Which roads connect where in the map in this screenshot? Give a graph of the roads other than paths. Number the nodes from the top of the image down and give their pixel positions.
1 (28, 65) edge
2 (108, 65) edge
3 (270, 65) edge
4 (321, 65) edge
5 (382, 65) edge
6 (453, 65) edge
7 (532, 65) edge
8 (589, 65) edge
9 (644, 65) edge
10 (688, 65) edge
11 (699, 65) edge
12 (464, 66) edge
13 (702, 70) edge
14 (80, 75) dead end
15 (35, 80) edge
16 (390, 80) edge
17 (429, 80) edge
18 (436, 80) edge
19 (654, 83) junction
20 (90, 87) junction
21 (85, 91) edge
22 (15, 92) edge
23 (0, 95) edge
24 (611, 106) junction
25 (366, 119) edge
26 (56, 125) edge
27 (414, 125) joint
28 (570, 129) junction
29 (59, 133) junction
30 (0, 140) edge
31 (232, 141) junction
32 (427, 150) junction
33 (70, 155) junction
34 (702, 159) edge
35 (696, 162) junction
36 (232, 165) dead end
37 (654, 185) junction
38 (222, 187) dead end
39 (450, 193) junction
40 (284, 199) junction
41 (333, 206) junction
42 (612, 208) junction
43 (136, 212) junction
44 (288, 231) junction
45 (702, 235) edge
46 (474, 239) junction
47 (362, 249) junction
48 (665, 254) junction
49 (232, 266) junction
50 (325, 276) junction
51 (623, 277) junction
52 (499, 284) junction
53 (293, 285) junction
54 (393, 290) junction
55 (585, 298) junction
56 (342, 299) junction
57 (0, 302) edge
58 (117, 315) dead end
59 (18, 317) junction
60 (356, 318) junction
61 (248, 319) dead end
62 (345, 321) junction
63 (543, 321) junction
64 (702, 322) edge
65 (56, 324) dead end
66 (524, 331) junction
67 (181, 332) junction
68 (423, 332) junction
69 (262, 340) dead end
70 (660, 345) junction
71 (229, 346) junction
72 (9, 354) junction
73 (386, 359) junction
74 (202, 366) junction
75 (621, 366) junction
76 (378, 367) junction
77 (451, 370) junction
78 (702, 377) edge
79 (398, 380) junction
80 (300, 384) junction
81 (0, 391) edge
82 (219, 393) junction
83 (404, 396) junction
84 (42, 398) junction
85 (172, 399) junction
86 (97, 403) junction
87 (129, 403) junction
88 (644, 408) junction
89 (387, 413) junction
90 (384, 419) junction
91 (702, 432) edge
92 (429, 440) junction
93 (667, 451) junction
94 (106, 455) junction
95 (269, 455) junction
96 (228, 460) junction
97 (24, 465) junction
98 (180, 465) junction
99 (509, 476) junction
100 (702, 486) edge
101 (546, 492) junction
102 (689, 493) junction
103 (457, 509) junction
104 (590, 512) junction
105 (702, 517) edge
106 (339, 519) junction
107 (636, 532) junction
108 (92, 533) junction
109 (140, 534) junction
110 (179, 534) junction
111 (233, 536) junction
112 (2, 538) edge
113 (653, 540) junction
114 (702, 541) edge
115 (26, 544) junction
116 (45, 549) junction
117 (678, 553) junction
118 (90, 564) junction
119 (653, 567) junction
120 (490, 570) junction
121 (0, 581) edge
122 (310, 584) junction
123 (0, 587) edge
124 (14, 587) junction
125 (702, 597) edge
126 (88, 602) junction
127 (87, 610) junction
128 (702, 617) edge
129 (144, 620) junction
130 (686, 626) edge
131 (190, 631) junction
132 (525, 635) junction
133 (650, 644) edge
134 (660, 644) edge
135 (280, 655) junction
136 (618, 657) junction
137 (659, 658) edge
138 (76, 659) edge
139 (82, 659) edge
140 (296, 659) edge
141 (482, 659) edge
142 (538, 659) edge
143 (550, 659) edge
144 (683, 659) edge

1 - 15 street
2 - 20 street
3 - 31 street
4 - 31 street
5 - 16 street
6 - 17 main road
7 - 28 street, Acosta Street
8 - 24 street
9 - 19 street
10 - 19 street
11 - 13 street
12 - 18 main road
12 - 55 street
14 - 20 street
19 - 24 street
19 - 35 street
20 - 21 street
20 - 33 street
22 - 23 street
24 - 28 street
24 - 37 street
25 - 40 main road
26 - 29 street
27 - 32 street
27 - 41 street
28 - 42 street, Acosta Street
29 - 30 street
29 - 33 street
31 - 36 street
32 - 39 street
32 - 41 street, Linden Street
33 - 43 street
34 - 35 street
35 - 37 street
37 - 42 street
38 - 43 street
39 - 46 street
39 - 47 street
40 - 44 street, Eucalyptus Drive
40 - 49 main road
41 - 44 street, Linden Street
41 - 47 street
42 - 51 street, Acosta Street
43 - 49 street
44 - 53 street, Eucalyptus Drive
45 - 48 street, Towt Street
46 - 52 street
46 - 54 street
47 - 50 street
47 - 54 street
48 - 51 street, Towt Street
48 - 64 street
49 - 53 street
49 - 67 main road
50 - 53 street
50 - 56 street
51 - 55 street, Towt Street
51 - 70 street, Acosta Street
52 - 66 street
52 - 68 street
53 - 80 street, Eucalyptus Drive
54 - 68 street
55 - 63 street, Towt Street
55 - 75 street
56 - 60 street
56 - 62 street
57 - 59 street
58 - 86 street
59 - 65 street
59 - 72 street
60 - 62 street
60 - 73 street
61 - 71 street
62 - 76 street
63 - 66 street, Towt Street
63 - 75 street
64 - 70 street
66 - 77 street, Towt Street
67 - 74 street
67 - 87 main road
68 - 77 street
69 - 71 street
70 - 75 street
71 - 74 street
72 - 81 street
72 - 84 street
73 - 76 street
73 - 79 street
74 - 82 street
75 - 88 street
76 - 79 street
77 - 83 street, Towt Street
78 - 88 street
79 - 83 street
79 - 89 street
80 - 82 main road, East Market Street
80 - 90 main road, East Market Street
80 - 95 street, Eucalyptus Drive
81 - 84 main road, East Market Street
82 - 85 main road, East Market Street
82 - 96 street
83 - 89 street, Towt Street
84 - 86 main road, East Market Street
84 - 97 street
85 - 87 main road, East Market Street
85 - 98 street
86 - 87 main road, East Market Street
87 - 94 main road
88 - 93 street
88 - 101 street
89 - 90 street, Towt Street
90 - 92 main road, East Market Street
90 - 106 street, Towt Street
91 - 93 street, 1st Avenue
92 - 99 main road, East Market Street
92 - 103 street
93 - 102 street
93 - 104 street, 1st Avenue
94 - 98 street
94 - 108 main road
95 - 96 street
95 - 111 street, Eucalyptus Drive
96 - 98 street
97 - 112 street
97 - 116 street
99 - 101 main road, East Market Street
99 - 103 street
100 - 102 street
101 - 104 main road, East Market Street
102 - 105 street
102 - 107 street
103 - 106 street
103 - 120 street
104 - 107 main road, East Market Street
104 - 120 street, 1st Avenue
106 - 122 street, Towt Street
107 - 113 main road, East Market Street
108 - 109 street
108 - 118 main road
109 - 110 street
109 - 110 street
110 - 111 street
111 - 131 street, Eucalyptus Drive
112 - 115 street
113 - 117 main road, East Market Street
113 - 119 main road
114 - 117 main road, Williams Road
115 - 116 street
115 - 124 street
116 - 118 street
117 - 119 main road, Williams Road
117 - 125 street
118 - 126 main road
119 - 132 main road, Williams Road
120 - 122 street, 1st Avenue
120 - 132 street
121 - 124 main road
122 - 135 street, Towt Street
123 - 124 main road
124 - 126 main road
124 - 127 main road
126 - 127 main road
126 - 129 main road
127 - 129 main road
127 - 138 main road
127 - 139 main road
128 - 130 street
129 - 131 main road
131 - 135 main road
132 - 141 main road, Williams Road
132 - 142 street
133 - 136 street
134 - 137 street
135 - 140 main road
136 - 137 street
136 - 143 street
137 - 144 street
------------------------------------------------
Assigned task:
Retype all of the material, keeping each line exact.

Response below:
Which roads connect where in the map in this screenshot? Give a graph of the roads other than paths. Number the nodes from the top of the image down and give their pixel positions.
1 (28, 65) edge
2 (108, 65) edge
3 (270, 65) edge
4 (321, 65) edge
5 (382, 65) edge
6 (453, 65) edge
7 (532, 65) edge
8 (589, 65) edge
9 (644, 65) edge
10 (688, 65) edge
11 (699, 65) edge
12 (464, 66) edge
13 (702, 70) edge
14 (80, 75) dead end
15 (35, 80) edge
16 (390, 80) edge
17 (429, 80) edge
18 (436, 80) edge
19 (654, 83) junction
20 (90, 87) junction
21 (85, 91) edge
22 (15, 92) edge
23 (0, 95) edge
24 (611, 106) junction
25 (366, 119) edge
26 (56, 125) edge
27 (414, 125) joint
28 (570, 129) junction
29 (59, 133) junction
30 (0, 140) edge
31 (232, 141) junction
32 (427, 150) junction
33 (70, 155) junction
34 (702, 159) edge
35 (696, 162) junction
36 (232, 165) dead end
37 (654, 185) junction
38 (222, 187) dead end
39 (450, 193) junction
40 (284, 199) junction
41 (333, 206) junction
42 (612, 208) junction
43 (136, 212) junction
44 (288, 231) junction
45 (702, 235) edge
46 (474, 239) junction
47 (362, 249) junction
48 (665, 254) junction
49 (232, 266) junction
50 (325, 276) junction
51 (623, 277) junction
52 (499, 284) junction
53 (293, 285) junction
54 (393, 290) junction
55 (585, 298) junction
56 (342, 299) junction
57 (0, 302) edge
58 (117, 315) dead end
59 (18, 317) junction
60 (356, 318) junction
61 (248, 319) dead end
62 (345, 321) junction
63 (543, 321) junction
64 (702, 322) edge
65 (56, 324) dead end
66 (524, 331) junction
67 (181, 332) junction
68 (423, 332) junction
69 (262, 340) dead end
70 (660, 345) junction
71 (229, 346) junction
72 (9, 354) junction
73 (386, 359) junction
74 (202, 366) junction
75 (621, 366) junction
76 (378, 367) junction
77 (451, 370) junction
78 (702, 377) edge
79 (398, 380) junction
80 (300, 384) junction
81 (0, 391) edge
82 (219, 393) junction
83 (404, 396) junction
84 (42, 398) junction
85 (172, 399) junction
86 (97, 403) junction
87 (129, 403) junction
88 (644, 408) junction
89 (387, 413) junction
90 (384, 419) junction
91 (702, 432) edge
92 (429, 440) junction
93 (667, 451) junction
94 (106, 455) junction
95 (269, 455) junction
96 (228, 460) junction
97 (24, 465) junction
98 (180, 465) junction
99 (509, 476) junction
100 (702, 486) edge
101 (546, 492) junction
102 (689, 493) junction
103 (457, 509) junction
104 (590, 512) junction
105 (702, 517) edge
106 (339, 519) junction
107 (636, 532) junction
108 (92, 533) junction
109 (140, 534) junction
110 (179, 534) junction
111 (233, 536) junction
112 (2, 538) edge
113 (653, 540) junction
114 (702, 541) edge
115 (26, 544) junction
116 (45, 549) junction
117 (678, 553) junction
118 (90, 564) junction
119 (653, 567) junction
120 (490, 570) junction
121 (0, 581) edge
122 (310, 584) junction
123 (0, 587) edge
124 (14, 587) junction
125 (702, 597) edge
126 (88, 602) junction
127 (87, 610) junction
128 (702, 617) edge
129 (144, 620) junction
130 (686, 626) edge
131 (190, 631) junction
132 (525, 635) junction
133 (650, 644) edge
134 (660, 644) edge
135 (280, 655) junction
136 (618, 657) junction
137 (659, 658) edge
138 (76, 659) edge
139 (82, 659) edge
140 (296, 659) edge
141 (482, 659) edge
142 (538, 659) edge
143 (550, 659) edge
144 (683, 659) edge

1 - 15 street
2 - 20 street
3 - 31 street
4 - 31 street
5 - 16 street
6 - 17 main road
7 - 28 street, Acosta Street
8 - 24 street
9 - 19 street
10 - 19 street
11 - 13 street
12 - 18 main road
12 - 55 street
14 - 20 street
19 - 24 street
19 - 35 street
20 - 21 street
20 - 33 street
22 - 23 street
24 - 28 street
24 - 37 street
25 - 40 main road
26 - 29 street
27 - 32 street
27 - 41 street
28 - 42 street, Acosta Street
29 - 30 street
29 - 33 street
31 - 36 street
32 - 39 street
32 - 41 street, Linden Street
33 - 43 street
34 - 35 street
35 - 37 street
37 - 42 street
38 - 43 street
39 - 46 street
39 - 47 street
40 - 44 street, Eucalyptus Drive
40 - 49 main road
41 - 44 street, Linden Street
41 - 47 street
42 - 51 street, Acosta Street
43 - 49 street
44 - 53 street, Eucalyptus Drive
45 - 48 street, Towt Street
46 - 52 street
46 - 54 street
47 - 50 street
47 - 54 street
48 - 51 street, Towt Street
48 - 64 street
49 - 53 street
49 - 67 main road
50 - 53 street
50 - 56 street
51 - 55 street, Towt Street
51 - 70 street, Acosta Street
52 - 66 street
52 - 68 street
53 - 80 street, Eucalyptus Drive
54 - 68 street
55 - 63 street, Towt Street
55 - 75 street
56 - 60 street
56 - 62 street
57 - 59 street
58 - 86 street
59 - 65 street
59 - 72 street
60 - 62 street
60 - 73 street
61 - 71 street
62 - 76 street
63 - 66 street, Towt Street
63 - 75 street
64 - 70 street
66 - 77 street, Towt Street
67 - 74 street
67 - 87 main road
68 - 77 street
69 - 71 street
70 - 75 street
71 - 74 street
72 - 81 street
72 - 84 street
73 - 76 street
73 - 79 street
74 - 82 street
75 - 88 street
76 - 79 street
77 - 83 street, Towt Street
78 - 88 street
79 - 83 street
79 - 89 street
80 - 82 main road, East Market Street
80 - 90 main road, East Market Street
80 - 95 street, Eucalyptus Drive
81 - 84 main road, East Market Street
82 - 85 main road, East Market Street
82 - 96 street
83 - 89 street, Towt Street
84 - 86 main road, East Market Street
84 - 97 street
85 - 87 main road, East Market Street
85 - 98 street
86 - 87 main road, East Market Street
87 - 94 main road
88 - 93 street
88 - 101 street
89 - 90 street, Towt Street
90 - 92 main road, East Market Street
90 - 106 street, Towt Street
91 - 93 street, 1st Avenue
92 - 99 main road, East Market Street
92 - 103 street
93 - 102 street
93 - 104 street, 1st Avenue
94 - 98 street
94 - 108 main road
95 - 96 street
95 - 111 street, Eucalyptus Drive
96 - 98 street
97 - 112 street
97 - 116 street
99 - 101 main road, East Market Street
99 - 103 street
100 - 102 street
101 - 104 main road, East Market Street
102 - 105 street
102 - 107 street
103 - 106 street
103 - 120 street
104 - 107 main road, East Market Street
104 - 120 street, 1st Avenue
106 - 122 street, Towt Street
107 - 113 main road, East Market Street
108 - 109 street
108 - 118 main road
109 - 110 street
109 - 110 street
110 - 111 street
111 - 131 street, Eucalyptus Drive
112 - 115 street
113 - 117 main road, East Market Street
113 - 119 main road
114 - 117 main road, Williams Road
115 - 116 street
115 - 124 street
116 - 118 street
117 - 119 main road, Williams Road
117 - 125 street
118 - 126 main road
119 - 132 main road, Williams Road
120 - 122 street, 1st Avenue
120 - 132 street
121 - 124 main road
122 - 135 street, Towt Street
123 - 124 main road
124 - 126 main road
124 - 127 main road
126 - 127 main road
126 - 129 main road
127 - 129 main road
127 - 138 main road
127 - 139 main road
128 - 130 street
129 - 131 main road
131 - 135 main road
132 - 141 main road, Williams Road
132 - 142 street
133 - 136 street
134 - 137 street
135 - 140 main road
136 - 137 street
136 - 143 street
137 - 144 street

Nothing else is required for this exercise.